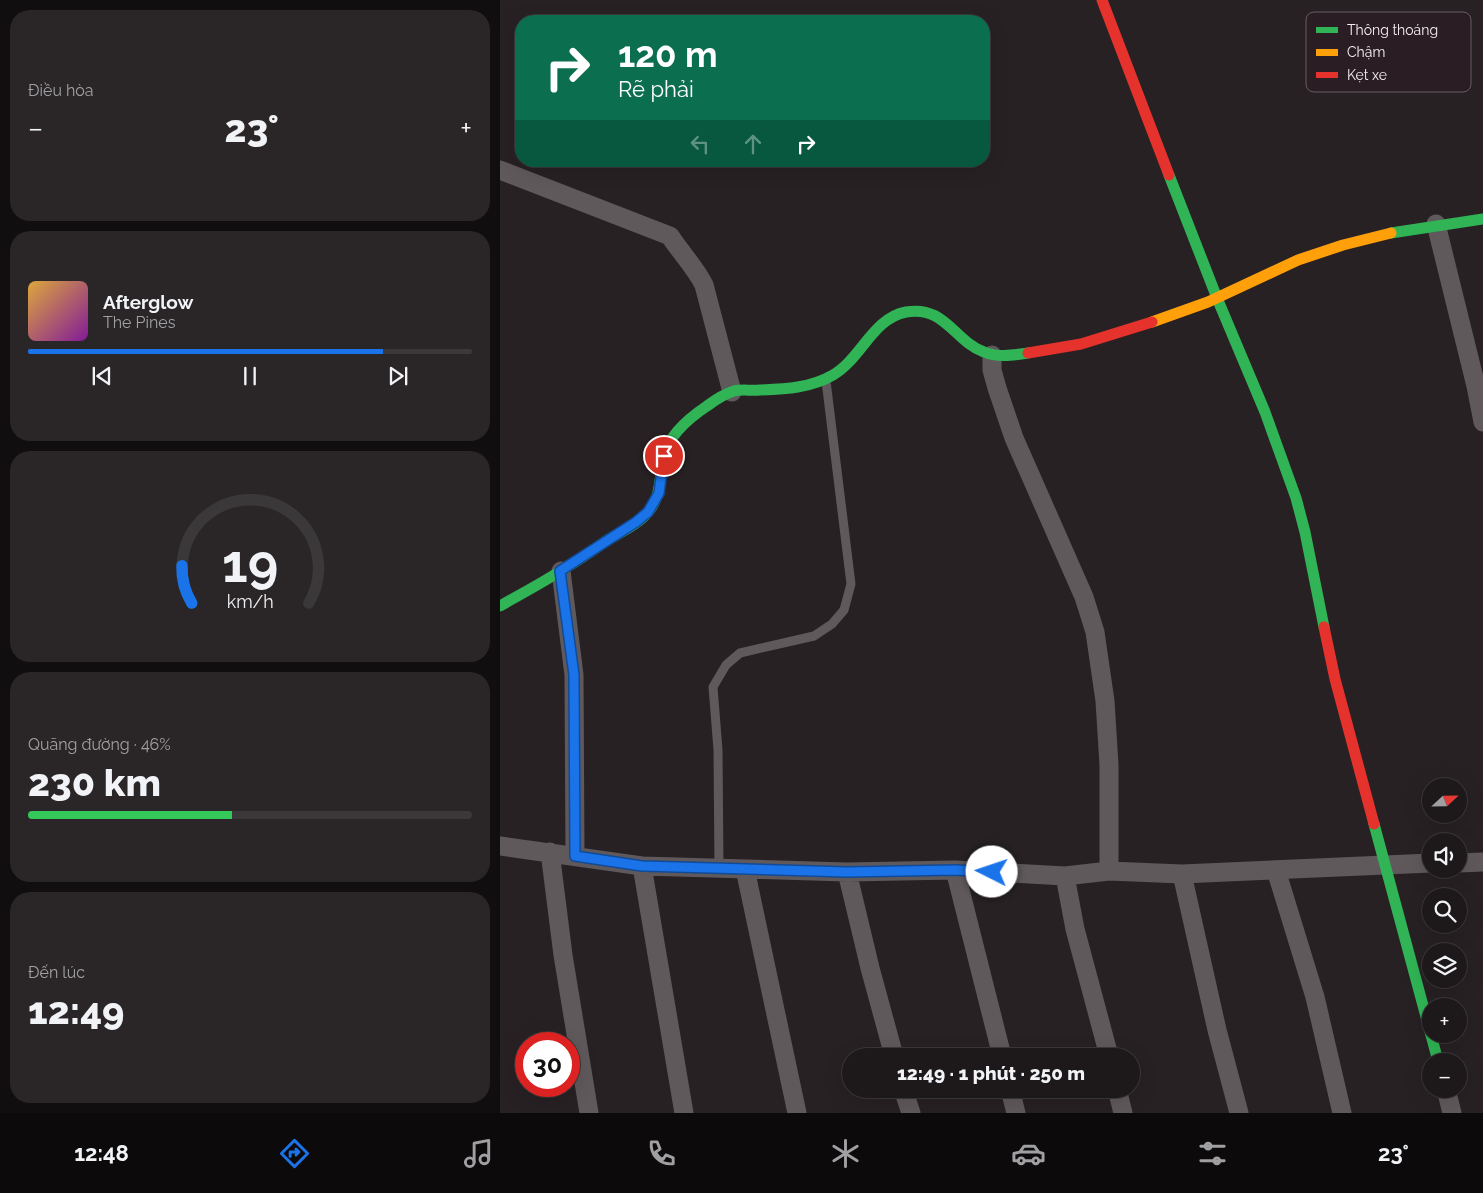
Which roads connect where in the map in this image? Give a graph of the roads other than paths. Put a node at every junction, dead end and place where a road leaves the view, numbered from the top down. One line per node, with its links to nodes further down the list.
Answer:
1 (1102, 0): 5 (street)
2 (500, 170): 8 (street)
3 (1483, 219): 4 (street)
4 (1436, 224): 5 (street); 9 (street)
5 (1217, 298): 6 (street); 18 (street)
6 (992, 355): 7 (street); 24 (street)
7 (826, 378): 8 (street); 20 (lane)
8 (732, 392): 10 (street)
9 (1483, 422)
10 (560, 571): 11 (street); 14 (street)
11 (500, 606)
12 (500, 846): 13 (street)
13 (550, 852): 14 (street); 36 (street)
14 (575, 856): 19 (street)
15 (1483, 862): 17 (street)
16 (1422, 863): 18 (street)
17 (1467, 863)
18 (1385, 865): 23 (street); 31 (street)
19 (642, 866): 20 (street); 37 (street)
20 (719, 868): 21 (street)
21 (745, 869): 25 (street); 38 (street)
22 (955, 870): 25 (street); 27 (street); 29 (street)
23 (1276, 870): 26 (street); 43 (street)
24 (1109, 871): 26 (street); 27 (street)
25 (847, 872): 28 (street)
26 (1182, 874): 42 (street)
27 (1065, 876): 30 (street)
28 (892, 1048)
29 (1000, 1048)
30 (1107, 1048)
31 (1436, 1053)
32 (906, 1098): 39 (street)
33 (1012, 1098): 40 (street)
34 (1120, 1098): 41 (street)
35 (1448, 1098): 44 (street)
36 (589, 1113)
37 (684, 1113)
38 (798, 1113)
39 (911, 1113)
40 (1016, 1113)
41 (1124, 1113)
42 (1239, 1113)
43 (1342, 1113)
44 (1452, 1113)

════════

Could the entries above be restated word for word, with the pictures left out?

Which roads connect where in the map in this image? Give a graph of the roads other than paths. Put a node at every junction, dead end and place where a road leaves the view, numbered from the top down. One line per node, with its links to nodes further down the list.
Answer:
1 (1102, 0): 5 (street)
2 (500, 170): 8 (street)
3 (1483, 219): 4 (street)
4 (1436, 224): 5 (street); 9 (street)
5 (1217, 298): 6 (street); 18 (street)
6 (992, 355): 7 (street); 24 (street)
7 (826, 378): 8 (street); 20 (lane)
8 (732, 392): 10 (street)
9 (1483, 422)
10 (560, 571): 11 (street); 14 (street)
11 (500, 606)
12 (500, 846): 13 (street)
13 (550, 852): 14 (street); 36 (street)
14 (575, 856): 19 (street)
15 (1483, 862): 17 (street)
16 (1422, 863): 18 (street)
17 (1467, 863)
18 (1385, 865): 23 (street); 31 (street)
19 (642, 866): 20 (street); 37 (street)
20 (719, 868): 21 (street)
21 (745, 869): 25 (street); 38 (street)
22 (955, 870): 25 (street); 27 (street); 29 (street)
23 (1276, 870): 26 (street); 43 (street)
24 (1109, 871): 26 (street); 27 (street)
25 (847, 872): 28 (street)
26 (1182, 874): 42 (street)
27 (1065, 876): 30 (street)
28 (892, 1048)
29 (1000, 1048)
30 (1107, 1048)
31 (1436, 1053)
32 (906, 1098): 39 (street)
33 (1012, 1098): 40 (street)
34 (1120, 1098): 41 (street)
35 (1448, 1098): 44 (street)
36 (589, 1113)
37 (684, 1113)
38 (798, 1113)
39 (911, 1113)
40 (1016, 1113)
41 (1124, 1113)
42 (1239, 1113)
43 (1342, 1113)
44 (1452, 1113)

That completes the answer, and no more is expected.